__Problem statement__. Skip the pictures and copy all the data that follows exactly.

START Dataset entries

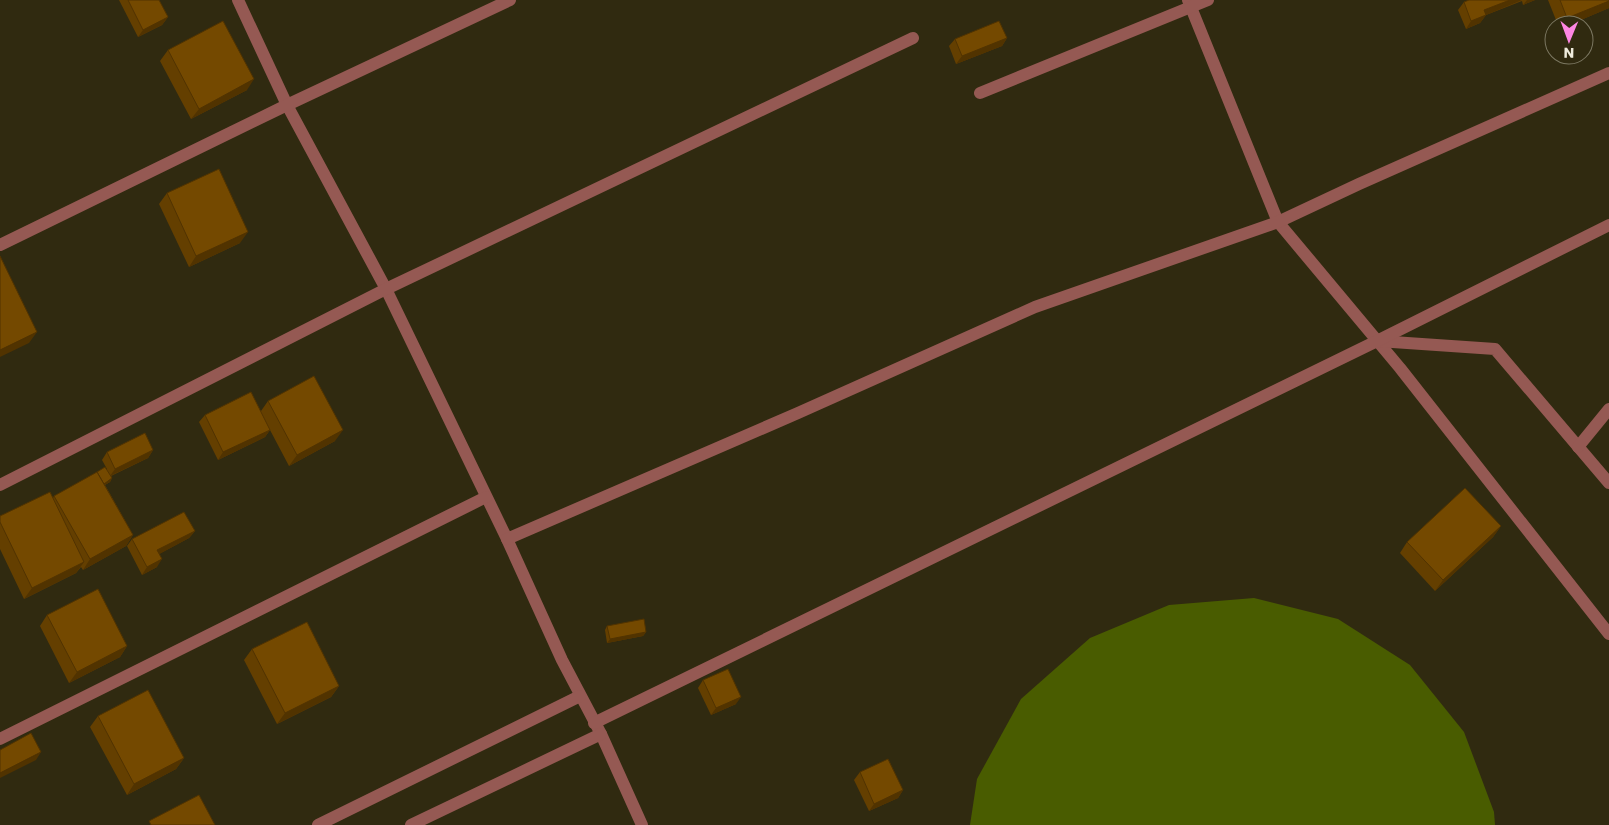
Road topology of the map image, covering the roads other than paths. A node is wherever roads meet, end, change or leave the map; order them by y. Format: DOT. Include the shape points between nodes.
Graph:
graph roads {
  1 [pos="238,0"];
  2 [pos="510,0"];
  3 [pos="1208,0"];
  4 [pos="1190,3"];
  5 [pos="913,38"];
  6 [pos="1609,73"];
  7 [pos="980,93"];
  8 [pos="288,105"];
  9 [pos="1278,222"];
  10 [pos="1609,226"];
  11 [pos="0,245"];
  12 [pos="386,289"];
  13 [pos="1377,341"];
  14 [pos="1609,409"];
  15 [pos="1578,447"];
  16 [pos="1609,483"];
  17 [pos="0,485"];
  18 [pos="486,496"];
  19 [pos="507,538"];
  20 [pos="1609,634"];
  21 [pos="580,696"];
  22 [pos="597,729"];
  23 [pos="0,739"];
  24 [pos="318,825"];
  25 [pos="411,825"];
  26 [pos="642,825"];
  1 -- 8 [label="street"];
  2 -- 8 [label="street"];
  3 -- 4 [label="street"];
  4 -- 7 [label="street"];
  4 -- 9 [label="street"];
  5 -- 12 [label="street"];
  6 -- 9 [label="street"];
  8 -- 11 [label="street"];
  8 -- 12 [label="street"];
  9 -- 13 [label="street"];
  9 -- 19 [label="street" via="1035,307"];
  10 -- 13 [label="street"];
  12 -- 17 [label="street"];
  12 -- 18 [label="street"];
  13 -- 15 [label="street" via="1494,349"];
  13 -- 20 [label="street"];
  13 -- 22 [label="street"];
  14 -- 15 [label="street"];
  15 -- 16 [label="street"];
  18 -- 19 [label="street"];
  18 -- 23 [label="street"];
  19 -- 21 [label="street"];
  21 -- 22 [label="street"];
  21 -- 24 [label="street"];
  22 -- 25 [label="street"];
  22 -- 26 [label="street"];
}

END Dataset entries

__Exercise response__.
Road topology of the map image, covering the roads other than paths. A node is wherever roads meet, end, change or leave the map; order them by y. Format: DOT. Include the shape points between nodes.
Graph:
graph roads {
  1 [pos="238,0"];
  2 [pos="510,0"];
  3 [pos="1208,0"];
  4 [pos="1190,3"];
  5 [pos="913,38"];
  6 [pos="1609,73"];
  7 [pos="980,93"];
  8 [pos="288,105"];
  9 [pos="1278,222"];
  10 [pos="1609,226"];
  11 [pos="0,245"];
  12 [pos="386,289"];
  13 [pos="1377,341"];
  14 [pos="1609,409"];
  15 [pos="1578,447"];
  16 [pos="1609,483"];
  17 [pos="0,485"];
  18 [pos="486,496"];
  19 [pos="507,538"];
  20 [pos="1609,634"];
  21 [pos="580,696"];
  22 [pos="597,729"];
  23 [pos="0,739"];
  24 [pos="318,825"];
  25 [pos="411,825"];
  26 [pos="642,825"];
  1 -- 8 [label="street"];
  2 -- 8 [label="street"];
  3 -- 4 [label="street"];
  4 -- 7 [label="street"];
  4 -- 9 [label="street"];
  5 -- 12 [label="street"];
  6 -- 9 [label="street"];
  8 -- 11 [label="street"];
  8 -- 12 [label="street"];
  9 -- 13 [label="street"];
  9 -- 19 [label="street" via="1035,307"];
  10 -- 13 [label="street"];
  12 -- 17 [label="street"];
  12 -- 18 [label="street"];
  13 -- 15 [label="street" via="1494,349"];
  13 -- 20 [label="street"];
  13 -- 22 [label="street"];
  14 -- 15 [label="street"];
  15 -- 16 [label="street"];
  18 -- 19 [label="street"];
  18 -- 23 [label="street"];
  19 -- 21 [label="street"];
  21 -- 22 [label="street"];
  21 -- 24 [label="street"];
  22 -- 25 [label="street"];
  22 -- 26 [label="street"];
}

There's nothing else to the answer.